Required action> Using the data below, count the lines where "Varoshi" appears, and answer with the number alone.

+++++

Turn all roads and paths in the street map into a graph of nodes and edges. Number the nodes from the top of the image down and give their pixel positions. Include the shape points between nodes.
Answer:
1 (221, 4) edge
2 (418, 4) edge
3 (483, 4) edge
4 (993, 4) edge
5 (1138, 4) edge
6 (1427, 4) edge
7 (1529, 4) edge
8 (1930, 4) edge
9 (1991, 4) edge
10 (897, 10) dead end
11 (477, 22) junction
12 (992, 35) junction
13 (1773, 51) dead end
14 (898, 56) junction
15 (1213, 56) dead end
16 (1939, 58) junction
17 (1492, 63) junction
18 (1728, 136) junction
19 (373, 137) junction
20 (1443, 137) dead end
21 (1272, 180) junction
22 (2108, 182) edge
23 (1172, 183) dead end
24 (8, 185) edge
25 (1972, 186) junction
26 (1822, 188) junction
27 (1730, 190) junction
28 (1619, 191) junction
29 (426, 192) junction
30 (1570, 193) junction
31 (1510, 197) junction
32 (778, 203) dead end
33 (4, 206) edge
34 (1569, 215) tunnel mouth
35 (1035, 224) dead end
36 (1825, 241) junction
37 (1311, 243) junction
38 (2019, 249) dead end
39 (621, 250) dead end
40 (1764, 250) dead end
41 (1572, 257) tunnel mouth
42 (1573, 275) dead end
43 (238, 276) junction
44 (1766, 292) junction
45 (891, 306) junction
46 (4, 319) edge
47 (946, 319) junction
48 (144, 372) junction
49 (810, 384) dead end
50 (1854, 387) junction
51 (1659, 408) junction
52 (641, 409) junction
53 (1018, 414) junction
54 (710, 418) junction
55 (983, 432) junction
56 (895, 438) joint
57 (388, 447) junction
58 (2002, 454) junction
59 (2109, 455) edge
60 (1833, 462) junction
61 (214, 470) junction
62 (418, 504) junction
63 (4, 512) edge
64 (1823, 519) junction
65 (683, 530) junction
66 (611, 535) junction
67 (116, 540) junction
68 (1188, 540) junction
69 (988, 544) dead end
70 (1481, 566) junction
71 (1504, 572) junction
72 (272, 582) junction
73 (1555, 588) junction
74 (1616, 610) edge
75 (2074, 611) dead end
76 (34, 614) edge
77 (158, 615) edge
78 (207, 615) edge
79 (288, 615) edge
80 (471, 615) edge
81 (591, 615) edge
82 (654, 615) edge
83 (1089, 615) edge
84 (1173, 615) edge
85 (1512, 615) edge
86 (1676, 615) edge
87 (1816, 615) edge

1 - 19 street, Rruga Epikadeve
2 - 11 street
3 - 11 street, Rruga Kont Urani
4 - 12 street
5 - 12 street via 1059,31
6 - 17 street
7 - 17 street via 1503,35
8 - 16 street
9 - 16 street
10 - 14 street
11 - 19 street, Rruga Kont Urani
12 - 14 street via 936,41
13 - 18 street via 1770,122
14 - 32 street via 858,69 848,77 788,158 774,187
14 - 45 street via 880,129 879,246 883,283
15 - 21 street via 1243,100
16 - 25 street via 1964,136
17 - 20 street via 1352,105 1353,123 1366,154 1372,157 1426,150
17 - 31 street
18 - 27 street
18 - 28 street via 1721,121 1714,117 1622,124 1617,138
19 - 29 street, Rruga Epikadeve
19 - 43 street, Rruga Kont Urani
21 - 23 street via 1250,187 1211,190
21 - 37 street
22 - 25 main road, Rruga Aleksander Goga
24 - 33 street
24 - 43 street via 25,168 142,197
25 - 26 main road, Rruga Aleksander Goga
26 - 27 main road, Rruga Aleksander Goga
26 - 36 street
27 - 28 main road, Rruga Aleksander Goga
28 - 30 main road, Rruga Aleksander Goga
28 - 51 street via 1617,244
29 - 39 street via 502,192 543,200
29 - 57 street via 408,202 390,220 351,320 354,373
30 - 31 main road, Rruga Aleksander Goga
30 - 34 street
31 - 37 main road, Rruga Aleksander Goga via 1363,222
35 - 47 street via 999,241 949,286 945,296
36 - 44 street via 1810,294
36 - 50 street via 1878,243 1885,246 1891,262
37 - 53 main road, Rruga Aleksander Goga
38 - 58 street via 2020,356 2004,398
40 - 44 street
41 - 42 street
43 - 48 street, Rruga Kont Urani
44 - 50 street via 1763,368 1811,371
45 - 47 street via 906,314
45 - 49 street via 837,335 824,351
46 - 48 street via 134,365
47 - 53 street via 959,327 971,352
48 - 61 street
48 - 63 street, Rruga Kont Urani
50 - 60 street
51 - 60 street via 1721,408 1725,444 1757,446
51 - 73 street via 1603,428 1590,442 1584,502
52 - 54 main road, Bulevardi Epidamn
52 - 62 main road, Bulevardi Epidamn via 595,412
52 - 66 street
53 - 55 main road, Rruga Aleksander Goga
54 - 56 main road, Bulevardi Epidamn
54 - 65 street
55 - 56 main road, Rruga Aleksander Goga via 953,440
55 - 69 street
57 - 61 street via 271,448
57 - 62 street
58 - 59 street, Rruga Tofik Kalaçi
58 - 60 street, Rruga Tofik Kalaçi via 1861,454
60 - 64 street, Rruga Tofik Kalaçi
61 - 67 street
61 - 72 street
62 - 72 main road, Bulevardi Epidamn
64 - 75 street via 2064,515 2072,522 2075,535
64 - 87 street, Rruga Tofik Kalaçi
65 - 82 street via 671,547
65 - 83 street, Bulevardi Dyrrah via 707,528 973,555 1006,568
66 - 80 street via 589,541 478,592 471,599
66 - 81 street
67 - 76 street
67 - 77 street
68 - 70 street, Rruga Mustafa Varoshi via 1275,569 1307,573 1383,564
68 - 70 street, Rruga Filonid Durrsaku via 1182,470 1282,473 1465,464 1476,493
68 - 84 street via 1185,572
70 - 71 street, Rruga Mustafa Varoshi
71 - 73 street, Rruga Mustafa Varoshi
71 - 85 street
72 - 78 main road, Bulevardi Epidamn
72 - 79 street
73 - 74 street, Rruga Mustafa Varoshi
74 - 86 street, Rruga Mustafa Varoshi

+++++

Output for this task> 5